Saved entries:
*****
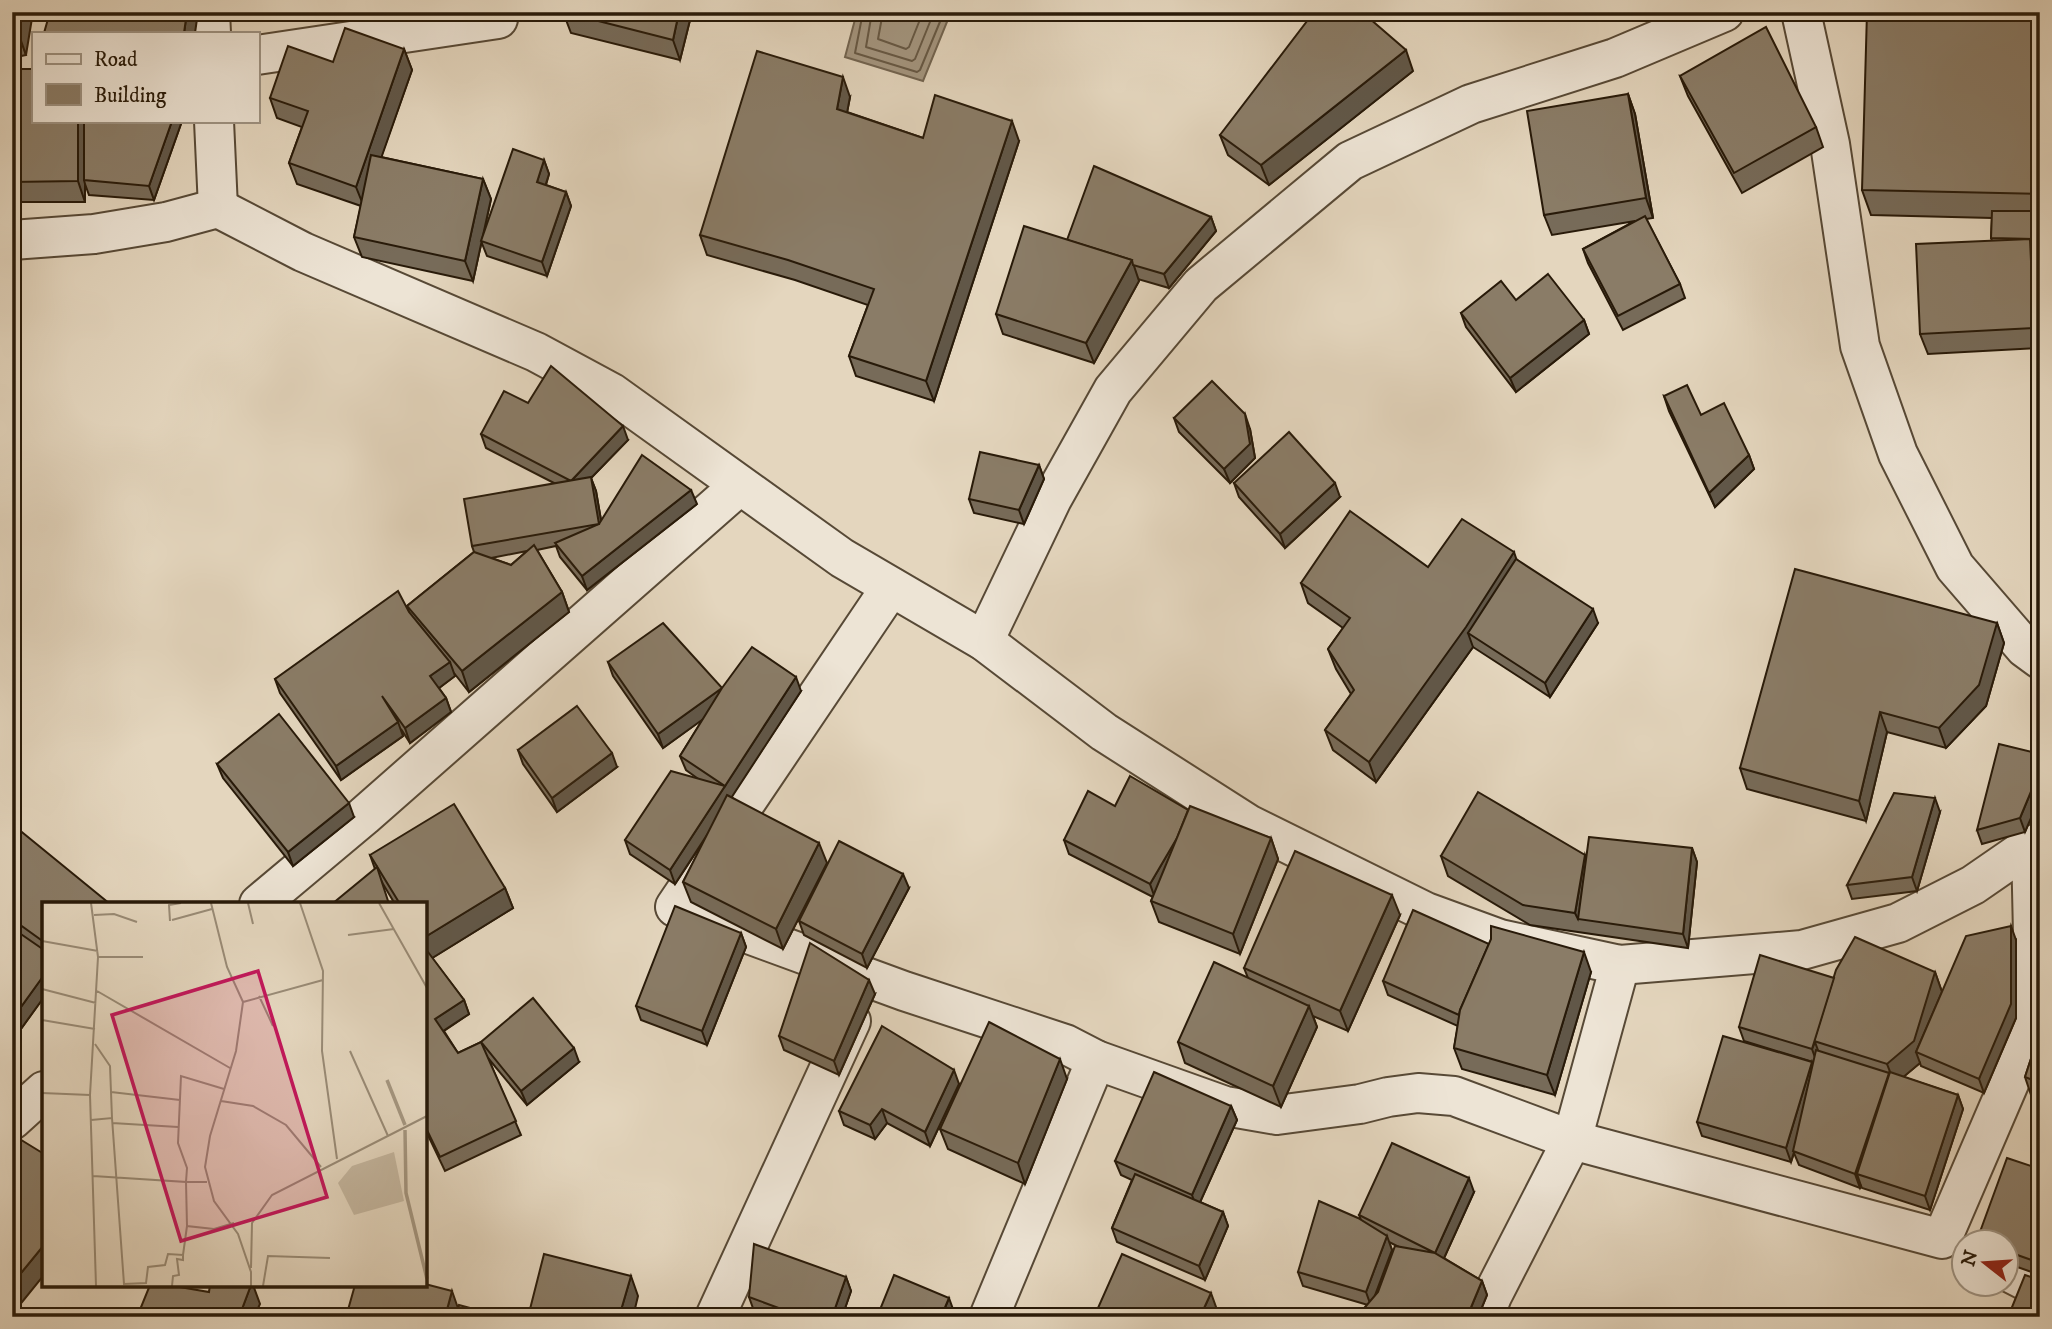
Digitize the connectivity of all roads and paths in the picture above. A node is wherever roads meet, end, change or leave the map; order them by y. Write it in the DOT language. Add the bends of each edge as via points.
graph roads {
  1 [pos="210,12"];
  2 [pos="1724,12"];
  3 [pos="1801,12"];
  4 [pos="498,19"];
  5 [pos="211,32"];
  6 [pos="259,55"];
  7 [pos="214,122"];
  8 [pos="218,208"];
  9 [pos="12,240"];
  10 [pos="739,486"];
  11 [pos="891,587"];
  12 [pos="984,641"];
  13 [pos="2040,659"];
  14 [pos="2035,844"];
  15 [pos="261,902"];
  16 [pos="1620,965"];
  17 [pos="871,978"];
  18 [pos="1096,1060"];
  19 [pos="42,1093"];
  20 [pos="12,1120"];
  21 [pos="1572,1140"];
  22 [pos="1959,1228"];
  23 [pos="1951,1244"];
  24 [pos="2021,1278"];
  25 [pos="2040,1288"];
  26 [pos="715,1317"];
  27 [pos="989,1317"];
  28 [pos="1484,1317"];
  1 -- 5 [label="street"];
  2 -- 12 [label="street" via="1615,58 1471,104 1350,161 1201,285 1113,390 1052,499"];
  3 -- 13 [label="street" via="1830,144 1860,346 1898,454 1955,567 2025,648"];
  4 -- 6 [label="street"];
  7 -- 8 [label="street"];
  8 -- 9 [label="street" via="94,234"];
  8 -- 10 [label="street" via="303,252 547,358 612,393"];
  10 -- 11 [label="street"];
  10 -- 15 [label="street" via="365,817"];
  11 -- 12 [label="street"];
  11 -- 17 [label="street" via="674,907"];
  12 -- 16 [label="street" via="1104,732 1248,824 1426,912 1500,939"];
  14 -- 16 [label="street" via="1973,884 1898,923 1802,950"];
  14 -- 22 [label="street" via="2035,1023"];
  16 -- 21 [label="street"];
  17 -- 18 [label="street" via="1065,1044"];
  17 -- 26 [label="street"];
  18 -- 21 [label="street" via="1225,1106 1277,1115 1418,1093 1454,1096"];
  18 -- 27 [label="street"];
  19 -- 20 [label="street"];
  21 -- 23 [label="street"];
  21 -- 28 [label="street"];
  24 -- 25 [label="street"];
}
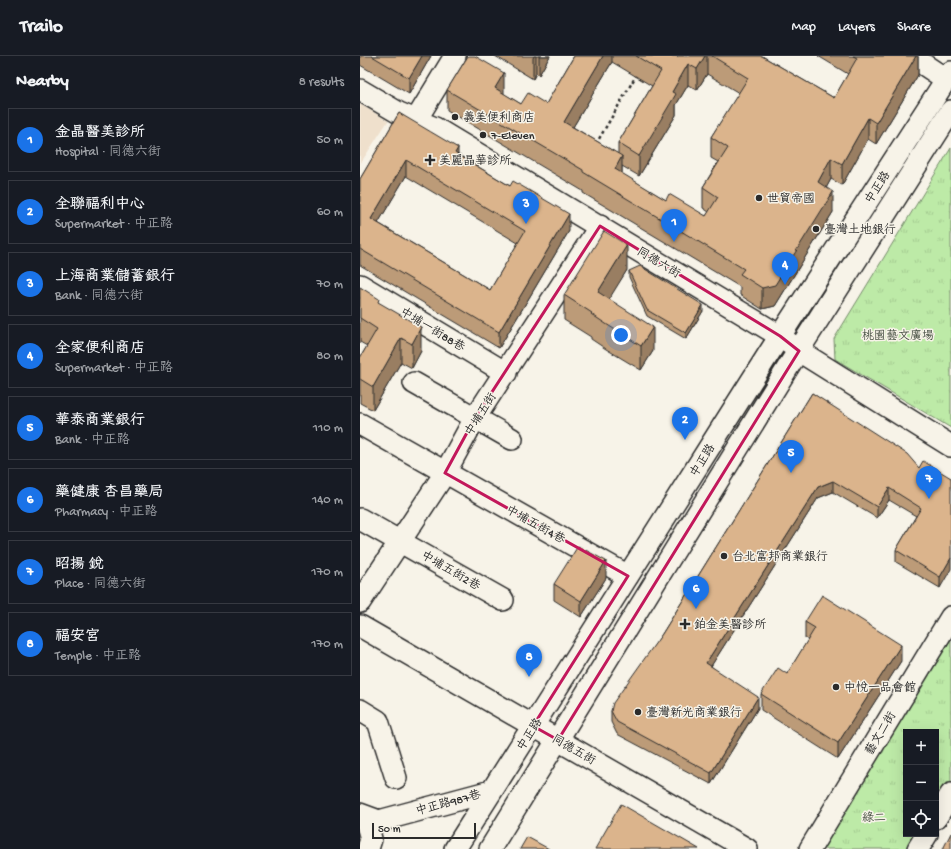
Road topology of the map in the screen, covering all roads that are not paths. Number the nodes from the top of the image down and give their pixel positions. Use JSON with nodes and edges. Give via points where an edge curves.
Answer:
*****
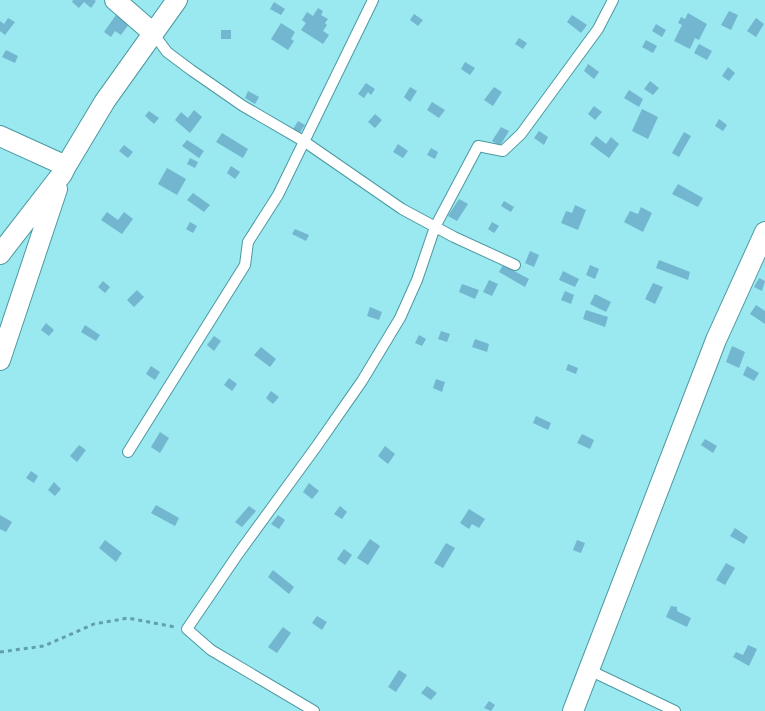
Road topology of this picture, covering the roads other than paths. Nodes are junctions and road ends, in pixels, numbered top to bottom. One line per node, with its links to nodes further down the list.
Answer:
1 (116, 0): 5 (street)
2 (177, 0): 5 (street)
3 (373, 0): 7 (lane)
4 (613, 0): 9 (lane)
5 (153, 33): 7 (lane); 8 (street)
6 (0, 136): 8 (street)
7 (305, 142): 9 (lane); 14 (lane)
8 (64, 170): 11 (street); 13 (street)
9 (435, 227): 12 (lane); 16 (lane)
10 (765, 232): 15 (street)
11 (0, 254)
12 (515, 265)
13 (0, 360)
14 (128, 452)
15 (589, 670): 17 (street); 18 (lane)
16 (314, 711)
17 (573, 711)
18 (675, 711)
*****
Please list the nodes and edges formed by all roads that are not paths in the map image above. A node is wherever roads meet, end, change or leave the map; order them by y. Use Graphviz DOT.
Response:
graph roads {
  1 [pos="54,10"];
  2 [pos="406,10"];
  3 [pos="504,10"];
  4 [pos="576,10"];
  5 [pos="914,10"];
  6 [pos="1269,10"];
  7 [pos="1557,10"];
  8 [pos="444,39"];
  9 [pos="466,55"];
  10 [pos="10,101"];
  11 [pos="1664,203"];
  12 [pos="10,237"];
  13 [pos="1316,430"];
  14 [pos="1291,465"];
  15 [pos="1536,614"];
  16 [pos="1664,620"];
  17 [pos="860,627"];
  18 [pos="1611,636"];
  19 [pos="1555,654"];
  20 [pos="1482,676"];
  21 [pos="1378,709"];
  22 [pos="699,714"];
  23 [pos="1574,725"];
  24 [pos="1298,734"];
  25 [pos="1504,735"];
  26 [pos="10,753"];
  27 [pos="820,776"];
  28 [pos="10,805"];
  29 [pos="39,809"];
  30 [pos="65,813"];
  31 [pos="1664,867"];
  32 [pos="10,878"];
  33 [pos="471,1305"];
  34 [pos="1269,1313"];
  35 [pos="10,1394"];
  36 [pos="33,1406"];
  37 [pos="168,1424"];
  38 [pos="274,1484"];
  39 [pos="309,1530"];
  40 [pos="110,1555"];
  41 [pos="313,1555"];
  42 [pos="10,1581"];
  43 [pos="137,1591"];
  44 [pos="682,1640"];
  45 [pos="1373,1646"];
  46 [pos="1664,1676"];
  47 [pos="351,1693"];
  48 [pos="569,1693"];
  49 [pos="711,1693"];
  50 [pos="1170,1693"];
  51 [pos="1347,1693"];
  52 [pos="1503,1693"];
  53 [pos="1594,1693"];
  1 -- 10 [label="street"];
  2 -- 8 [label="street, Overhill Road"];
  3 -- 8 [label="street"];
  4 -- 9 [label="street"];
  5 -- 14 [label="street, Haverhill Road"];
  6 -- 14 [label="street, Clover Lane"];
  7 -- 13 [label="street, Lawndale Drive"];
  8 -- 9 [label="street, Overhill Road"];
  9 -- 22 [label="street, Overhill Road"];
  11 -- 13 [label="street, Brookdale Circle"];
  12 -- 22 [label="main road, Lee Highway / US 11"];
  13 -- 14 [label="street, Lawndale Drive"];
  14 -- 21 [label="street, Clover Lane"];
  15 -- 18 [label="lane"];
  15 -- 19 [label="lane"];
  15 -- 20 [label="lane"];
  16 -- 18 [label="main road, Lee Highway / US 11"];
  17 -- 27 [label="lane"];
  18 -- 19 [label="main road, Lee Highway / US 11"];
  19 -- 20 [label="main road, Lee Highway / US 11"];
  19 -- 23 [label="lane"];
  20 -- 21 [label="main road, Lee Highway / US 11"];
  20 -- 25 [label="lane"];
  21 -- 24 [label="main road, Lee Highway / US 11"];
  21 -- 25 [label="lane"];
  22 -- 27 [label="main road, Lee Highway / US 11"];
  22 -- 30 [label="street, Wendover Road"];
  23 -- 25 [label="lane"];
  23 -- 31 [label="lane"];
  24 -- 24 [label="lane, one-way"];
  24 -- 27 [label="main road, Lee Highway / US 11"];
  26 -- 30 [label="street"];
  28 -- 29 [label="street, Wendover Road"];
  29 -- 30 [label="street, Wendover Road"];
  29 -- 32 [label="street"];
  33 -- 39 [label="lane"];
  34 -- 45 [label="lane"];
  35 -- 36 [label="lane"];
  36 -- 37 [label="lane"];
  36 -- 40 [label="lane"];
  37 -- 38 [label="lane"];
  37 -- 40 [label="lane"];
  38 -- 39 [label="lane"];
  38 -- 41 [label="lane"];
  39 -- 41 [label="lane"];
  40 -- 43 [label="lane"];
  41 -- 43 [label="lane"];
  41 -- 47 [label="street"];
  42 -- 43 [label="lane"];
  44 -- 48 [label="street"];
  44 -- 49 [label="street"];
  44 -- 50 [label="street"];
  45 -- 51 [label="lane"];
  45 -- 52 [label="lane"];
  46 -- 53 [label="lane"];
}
*****
◆ WORK INSTRUCTIONS: Within the records, in how many lines does the string "edges" occur? Give the number and no other text.

◆ RESULT OF THE EXERCISE: 2